* **MATERIAL PROVIDED**
········

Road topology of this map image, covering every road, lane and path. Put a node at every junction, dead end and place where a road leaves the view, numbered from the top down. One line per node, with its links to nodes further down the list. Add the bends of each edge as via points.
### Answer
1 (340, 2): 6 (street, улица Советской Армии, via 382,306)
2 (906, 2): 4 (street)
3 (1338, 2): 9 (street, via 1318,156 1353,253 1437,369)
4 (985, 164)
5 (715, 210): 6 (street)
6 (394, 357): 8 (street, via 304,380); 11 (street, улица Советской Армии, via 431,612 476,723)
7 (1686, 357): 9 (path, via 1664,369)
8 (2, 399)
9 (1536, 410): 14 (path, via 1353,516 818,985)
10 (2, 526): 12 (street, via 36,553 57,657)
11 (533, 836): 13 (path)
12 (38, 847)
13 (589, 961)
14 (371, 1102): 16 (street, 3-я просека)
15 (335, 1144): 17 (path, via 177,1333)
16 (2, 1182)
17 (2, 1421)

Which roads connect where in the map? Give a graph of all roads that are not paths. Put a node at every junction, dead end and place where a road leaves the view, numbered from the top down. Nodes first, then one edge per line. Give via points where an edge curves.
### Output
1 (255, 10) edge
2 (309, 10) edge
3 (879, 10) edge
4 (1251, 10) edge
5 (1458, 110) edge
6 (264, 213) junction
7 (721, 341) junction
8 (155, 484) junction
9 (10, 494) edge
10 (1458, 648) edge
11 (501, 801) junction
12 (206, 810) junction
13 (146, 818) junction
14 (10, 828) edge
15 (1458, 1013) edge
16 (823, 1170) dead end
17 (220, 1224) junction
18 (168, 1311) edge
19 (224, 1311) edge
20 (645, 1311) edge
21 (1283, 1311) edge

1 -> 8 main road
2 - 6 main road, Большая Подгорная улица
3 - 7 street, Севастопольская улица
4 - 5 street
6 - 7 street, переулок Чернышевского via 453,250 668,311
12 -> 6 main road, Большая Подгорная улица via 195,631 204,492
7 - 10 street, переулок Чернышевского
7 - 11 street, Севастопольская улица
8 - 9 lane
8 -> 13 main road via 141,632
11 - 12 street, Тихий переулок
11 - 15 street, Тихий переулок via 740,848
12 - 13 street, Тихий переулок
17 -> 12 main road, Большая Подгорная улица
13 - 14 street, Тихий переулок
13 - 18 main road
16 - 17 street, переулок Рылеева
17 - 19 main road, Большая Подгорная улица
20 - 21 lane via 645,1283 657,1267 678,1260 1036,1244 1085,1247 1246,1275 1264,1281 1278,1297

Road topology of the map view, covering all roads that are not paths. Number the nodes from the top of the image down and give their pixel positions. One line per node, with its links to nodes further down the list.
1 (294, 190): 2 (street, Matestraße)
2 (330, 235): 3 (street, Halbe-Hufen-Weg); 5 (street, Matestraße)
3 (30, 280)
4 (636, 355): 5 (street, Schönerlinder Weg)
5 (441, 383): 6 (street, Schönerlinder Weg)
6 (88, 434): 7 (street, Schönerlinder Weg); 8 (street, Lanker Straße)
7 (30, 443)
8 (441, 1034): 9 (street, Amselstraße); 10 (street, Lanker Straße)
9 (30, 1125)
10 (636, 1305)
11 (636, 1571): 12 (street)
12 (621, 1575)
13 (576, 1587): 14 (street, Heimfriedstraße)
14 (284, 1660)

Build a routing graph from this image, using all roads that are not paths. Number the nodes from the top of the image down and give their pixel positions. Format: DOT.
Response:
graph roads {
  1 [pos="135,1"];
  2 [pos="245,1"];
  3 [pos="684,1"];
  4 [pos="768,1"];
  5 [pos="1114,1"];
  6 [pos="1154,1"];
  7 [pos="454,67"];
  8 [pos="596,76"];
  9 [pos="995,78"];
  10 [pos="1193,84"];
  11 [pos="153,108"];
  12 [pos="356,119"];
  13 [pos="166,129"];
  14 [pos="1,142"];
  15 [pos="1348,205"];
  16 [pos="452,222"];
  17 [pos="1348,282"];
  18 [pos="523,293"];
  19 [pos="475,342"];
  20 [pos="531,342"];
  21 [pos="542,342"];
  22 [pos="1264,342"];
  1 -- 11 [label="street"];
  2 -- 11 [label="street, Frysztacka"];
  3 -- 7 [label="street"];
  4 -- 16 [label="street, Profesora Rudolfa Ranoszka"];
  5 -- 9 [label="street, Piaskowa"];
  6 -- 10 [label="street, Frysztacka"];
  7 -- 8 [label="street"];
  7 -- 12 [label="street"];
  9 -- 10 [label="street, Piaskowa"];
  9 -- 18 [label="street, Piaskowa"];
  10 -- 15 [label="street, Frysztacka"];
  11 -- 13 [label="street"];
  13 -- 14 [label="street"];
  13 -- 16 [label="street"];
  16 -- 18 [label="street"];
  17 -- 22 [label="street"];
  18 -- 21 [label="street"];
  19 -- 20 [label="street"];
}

········

* **TASK PROMPT**
From the first line of the records through the line with "Which roads connect", retype everything word for word, including both ends.

* **EXPECTED OUTPUT**
Road topology of this map image, covering every road, lane and path. Put a node at every junction, dead end and place where a road leaves the view, numbered from the top down. One line per node, with its links to nodes further down the list. Add the bends of each edge as via points.
### Answer
1 (340, 2): 6 (street, улица Советской Армии, via 382,306)
2 (906, 2): 4 (street)
3 (1338, 2): 9 (street, via 1318,156 1353,253 1437,369)
4 (985, 164)
5 (715, 210): 6 (street)
6 (394, 357): 8 (street, via 304,380); 11 (street, улица Советской Армии, via 431,612 476,723)
7 (1686, 357): 9 (path, via 1664,369)
8 (2, 399)
9 (1536, 410): 14 (path, via 1353,516 818,985)
10 (2, 526): 12 (street, via 36,553 57,657)
11 (533, 836): 13 (path)
12 (38, 847)
13 (589, 961)
14 (371, 1102): 16 (street, 3-я просека)
15 (335, 1144): 17 (path, via 177,1333)
16 (2, 1182)
17 (2, 1421)

Which roads connect where in the map? Give a graph of all roads that are not paths. Put a node at every junction, dead end and place where a road leaves the view, numbered from the top down. Nodes first, then one edge per line. Give via points where an edge curves.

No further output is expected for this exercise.